- The paper extends triplet loss to model heteroscedastic uncertainty, enabling unsupervised estimation of variable noise in retrieval tasks.
- Evaluations on Clothing1M and HDD datasets show improved retrieval performance by identifying and mitigating noisy and mislabeled data.
- Quantifying uncertainty aids in data cleaning and enhances the robustness and safety of visual retrieval systems in real-world scenarios.
Unsupervised Data Uncertainty Learning in Visual Retrieval Systems
This paper introduces an approach to model heteroscedastic uncertainty in visual retrieval systems by extending triplet loss. It explores uncertainty quantification in image and video retrieval applications, which can be pivotal for enhancing both performance and interpretability of retrieval models. By quantifying data uncertainty, the paper aims to improve handling of noisy observations in datasets used for retrieval tasks.
Heteroscedastic Uncertainty in Retrieval
Heteroscedastic uncertainty refers to noise that varies with input data, as opposed to homoscedastic noise, which is constant across observations. The paper proposes an extension to the triplet loss function that incorporates uncertainty as a variable dependent on input data. This approach allows the model to modulate its learning strategy based on the estimated uncertainty, strengthening the robustness and interpretability of embedding spaces used in retrieval systems.
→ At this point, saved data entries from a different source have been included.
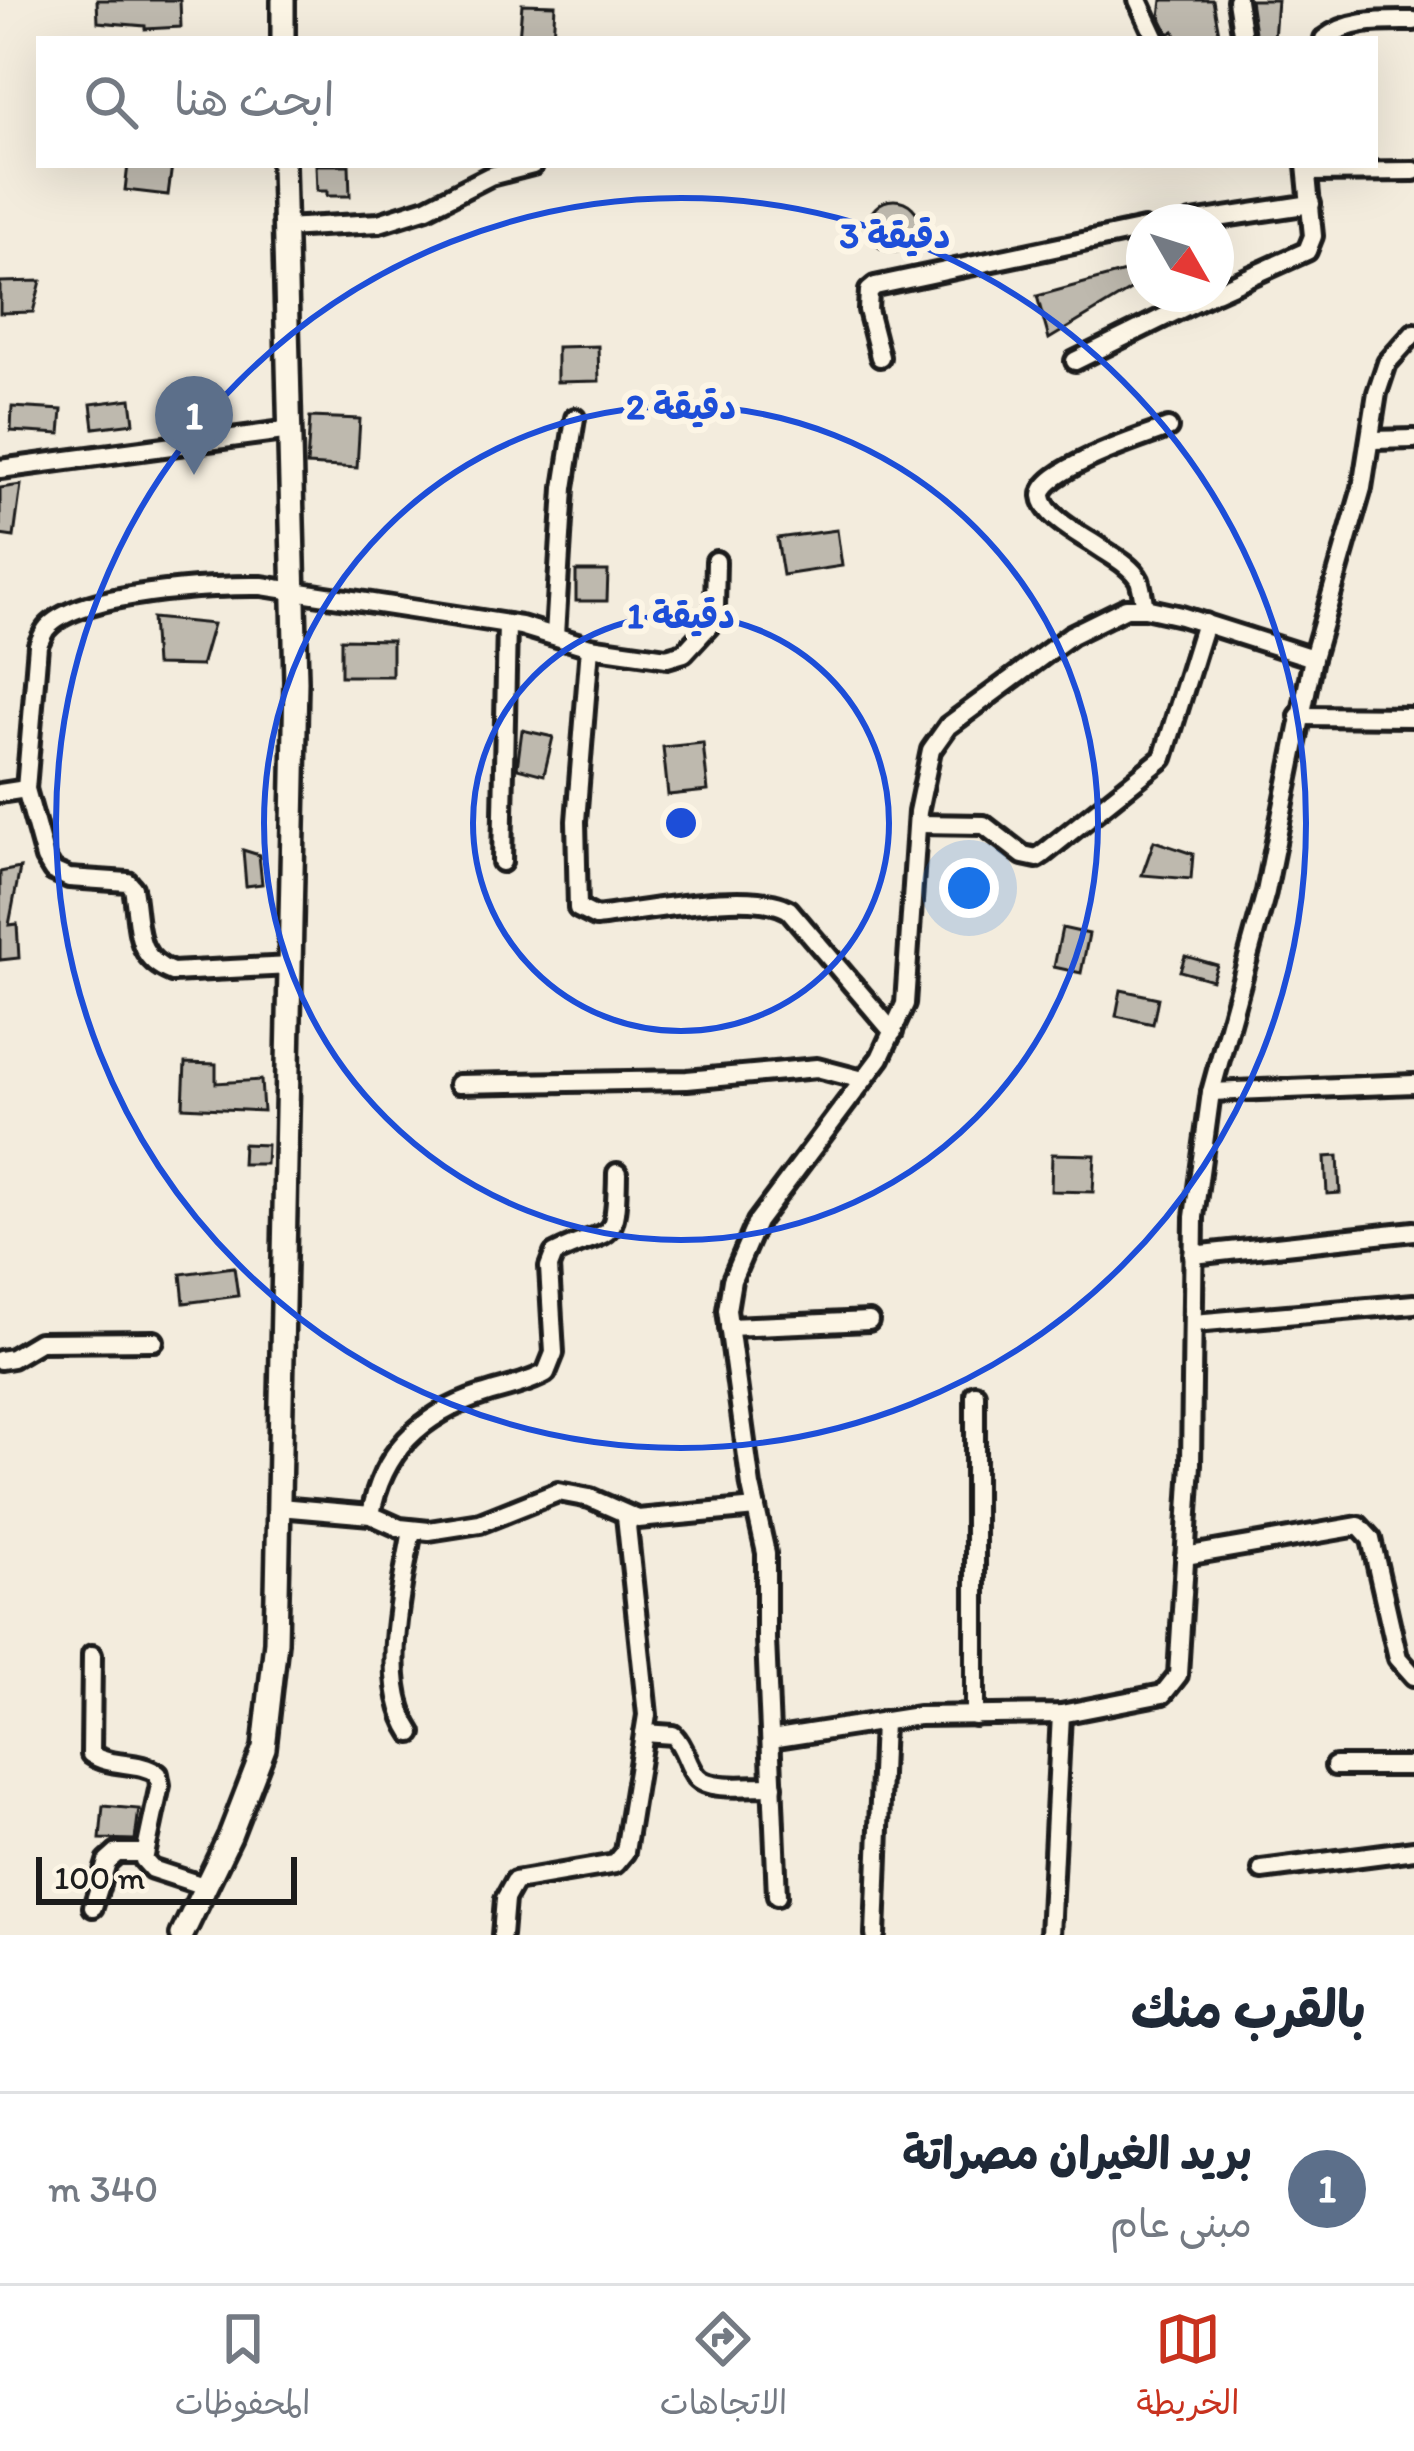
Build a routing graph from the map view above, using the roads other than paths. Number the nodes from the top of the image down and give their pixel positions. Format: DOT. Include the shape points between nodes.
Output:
graph roads {
  1 [pos="283,0"];
  2 [pos="1138,0"];
  3 [pos="1237,0"];
  4 [pos="1414,21"];
  5 [pos="283,36"];
  6 [pos="1155,36"];
  7 [pos="1243,36"];
  8 [pos="1328,36"];
  9 [pos="283,168"];
  10 [pos="521,168"];
  11 [pos="1307,169"];
  12 [pos="1414,171"];
  13 [pos="1311,204"];
  14 [pos="1234,216"];
  15 [pos="283,228"];
  16 [pos="1126,233"];
  17 [pos="1234,284"];
  18 [pos="1174,312"];
  19 [pos="1413,337"];
  20 [pos="880,357"];
  21 [pos="1075,361"];
  22 [pos="574,418"];
  23 [pos="1168,428"];
  24 [pos="291,430"];
  25 [pos="1414,439"];
  26 [pos="1373,440"];
  27 [pos="0,469"];
  28 [pos="716,561"];
  29 [pos="295,590"];
  30 [pos="1145,608"];
  31 [pos="1205,623"];
  32 [pos="506,624"];
  33 [pos="555,635"];
  34 [pos="590,647"];
  35 [pos="1313,658"];
  36 [pos="1299,716"];
  37 [pos="1414,717"];
  38 [pos="26,789"];
  39 [pos="0,793"];
  40 [pos="917,824"];
  41 [pos="502,862"];
  42 [pos="291,966"];
  43 [pos="893,1032"];
  44 [pos="863,1080"];
  45 [pos="458,1084"];
  46 [pos="1414,1084"];
  47 [pos="1211,1092"];
  48 [pos="617,1173"];
  49 [pos="1414,1231"];
  50 [pos="1192,1255"];
  51 [pos="1414,1304"];
  52 [pos="869,1321"];
  53 [pos="1194,1323"];
  54 [pos="728,1327"];
  55 [pos="154,1341"];
  56 [pos="0,1360"];
  57 [pos="975,1394"];
  58 [pos="279,1507"];
  59 [pos="756,1508"];
  60 [pos="371,1515"];
  61 [pos="626,1516"];
  62 [pos="412,1530"];
  63 [pos="1186,1556"];
  64 [pos="92,1655"];
  65 [pos="1414,1676"];
  66 [pos="1061,1714"];
  67 [pos="975,1716"];
  68 [pos="883,1721"];
  69 [pos="644,1732"];
  70 [pos="412,1733"];
  71 [pos="771,1739"];
  72 [pos="1335,1766"];
  73 [pos="1414,1766"];
  74 [pos="773,1786"];
  75 [pos="1414,1850"];
  76 [pos="143,1853"];
  77 [pos="1262,1870"];
  78 [pos="207,1887"];
  79 [pos="778,1895"];
  80 [pos="93,1907"];
  81 [pos="190,1931"];
  82 [pos="502,1935"];
  83 [pos="875,1935"];
  84 [pos="1050,1935"];
  1 -- 5 [label="street"];
  2 -- 6 [label="street"];
  3 -- 7 [label="street"];
  4 -- 8 [label="street" via="1358,24"];
  9 -- 15 [label="street"];
  10 -- 15 [label="street" via="379,223"];
  11 -- 12 [label="street"];
  11 -- 13 [label="street"];
  13 -- 14 [label="street"];
  13 -- 17 [label="street" via="1307,251"];
  15 -- 24 [label="street"];
  16 -- 20 [label="street" via="875,286 868,310"];
  18 -- 21 [label="street"];
  19 -- 26 [label="street" via="1387,363"];
  22 -- 33 [label="street"];
  23 -- 30 [label="street" via="1110,449 1043,489 1053,514 1129,568"];
  24 -- 27 [label="street"];
  24 -- 29 [label="street"];
  25 -- 26 [label="street"];
  26 -- 35 [label="street"];
  28 -- 34 [label="street" via="709,626 684,653 649,658"];
  29 -- 32 [label="street"];
  29 -- 38 [label="street" via="225,585 122,598 46,628"];
  29 -- 42 [label="street"];
  30 -- 31 [label="street"];
  30 -- 40 [label="street" via="1088,624 948,726 926,764"];
  31 -- 35 [label="street"];
  31 -- 40 [label="street" via="1162,758 1043,854 1024,855 984,825"];
  32 -- 33 [label="street"];
  32 -- 41 [label="street"];
  33 -- 34 [label="street"];
  34 -- 43 [label="street" via="578,908 596,917 775,902"];
  35 -- 36 [label="street"];
  36 -- 37 [label="street"];
  36 -- 47 [label="street" via="1266,892"];
  38 -- 39 [label="street"];
  38 -- 42 [label="street" via="53,871 134,888 145,955 157,966"];
  40 -- 43 [label="street" via="909,978"];
  42 -- 58 [label="street"];
  43 -- 44 [label="street"];
  44 -- 45 [label="street" via="817,1068 687,1080"];
  44 -- 54 [label="street" via="757,1222 733,1280"];
  46 -- 47 [label="street"];
  47 -- 50 [label="street"];
  48 -- 60 [label="street" via="611,1228 554,1254 549,1267 554,1353 546,1373 470,1399 410,1433 383,1472"];
  49 -- 50 [label="street"];
  50 -- 53 [label="street"];
  51 -- 53 [label="street"];
  52 -- 54 [label="street"];
  53 -- 63 [label="street"];
  54 -- 59 [label="street"];
  55 -- 56 [label="street" via="39,1342"];
  57 -- 67 [label="street"];
  58 -- 60 [label="street"];
  58 -- 78 [label="street" via="268,1731"];
  59 -- 61 [label="street"];
  59 -- 71 [label="street" via="766,1553"];
  60 -- 62 [label="street"];
  61 -- 62 [label="street" via="558,1492 480,1523"];
  61 -- 69 [label="street"];
  62 -- 70 [label="street" via="395,1688"];
  63 -- 65 [label="street" via="1359,1526 1371,1539 1397,1658"];
  63 -- 66 [label="street" via="1172,1688"];
  64 -- 76 [label="street" via="91,1754 150,1768 160,1779"];
  66 -- 67 [label="street"];
  66 -- 84 [label="street"];
  67 -- 68 [label="street"];
  68 -- 71 [label="street"];
  68 -- 83 [label="street"];
  69 -- 74 [label="street" via="674,1735 706,1784"];
  69 -- 82 [label="street" via="622,1858 514,1881"];
  71 -- 74 [label="street"];
  72 -- 73 [label="street"];
  74 -- 79 [label="street"];
  75 -- 77 [label="street"];
  76 -- 78 [label="street" via="152,1869"];
  76 -- 80 [label="street" via="117,1853 107,1862"];
  78 -- 81 [label="street"];
}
In this approach, the triplet loss enables the estimation of data uncertainty without the need for labels, which is beneficial in scenarios where labeling heteroscedastic uncertainty is impractical. The model learns to predict an additional dimension, representing uncertainty, alongside the standard feature embedding.
Evaluation and Results
Fashion Image Retrieval
The Clothing1M dataset, known for its substantial noise due to incorrect labels, serves as a testbed for the proposed method. The uncertainty learning model helped identify noisy data and achieve better retrieval performance than a baseline triplet-based retrieval system. Performance metrics improved after cleaning the dataset based on uncertainty estimates, underscoring the practical utility of uncertainty quantification in real-world noisy datasets.
Visualization of Uncertain Data: A qualitative evaluation using the Clothing1M dataset revealed the ability of the model to identify confusing and potentially mislabeled images (Figure 1).

Figure 1: Qualitative evaluation using three very high uncertainty queries from Clothing1M dataset. Outline colors emphasize the uncertainty degree, red is very high. Inter-class similarity is a primary confusion source.
Autonomous Navigation
For video retrieval tasks—particularly in autonomous driving scenarios—the method was evaluated using the Honda driving dataset (HDD). The results indicated that modeling uncertainty could improve event retrieval and provide insights into confusing driving scenarios, which is crucial in safety-critical applications.
Performance on Large Datasets: Whereas traditional models may perform suboptimally due to noise, the proposed method showed improvements in precision by modeling and accounting for uncertainty during embedding.
Implications and Future Work
The ability to estimate and interpret uncertainty opens new opportunities in improving retrieval systems' performance in noisy environments. The proposed method can effectively aid in data cleaning and enhance retrieval models' robustness in the presence of uncertain and noisy data. Future work could explore extending these techniques to more complex ranking losses and deploying attention mechanisms to better understand the cause of uncertainty, especially in video-based datasets where contextual interpretation is more challenging.
In conclusion, unsupervised data uncertainty learning can be a pivotal technique for enhancing the robustness and efficiency of visual retrieval systems. Its application spans across different domains, suggesting potential improvements in model safety and interpretability, particularly in noise-prone real-world datasets.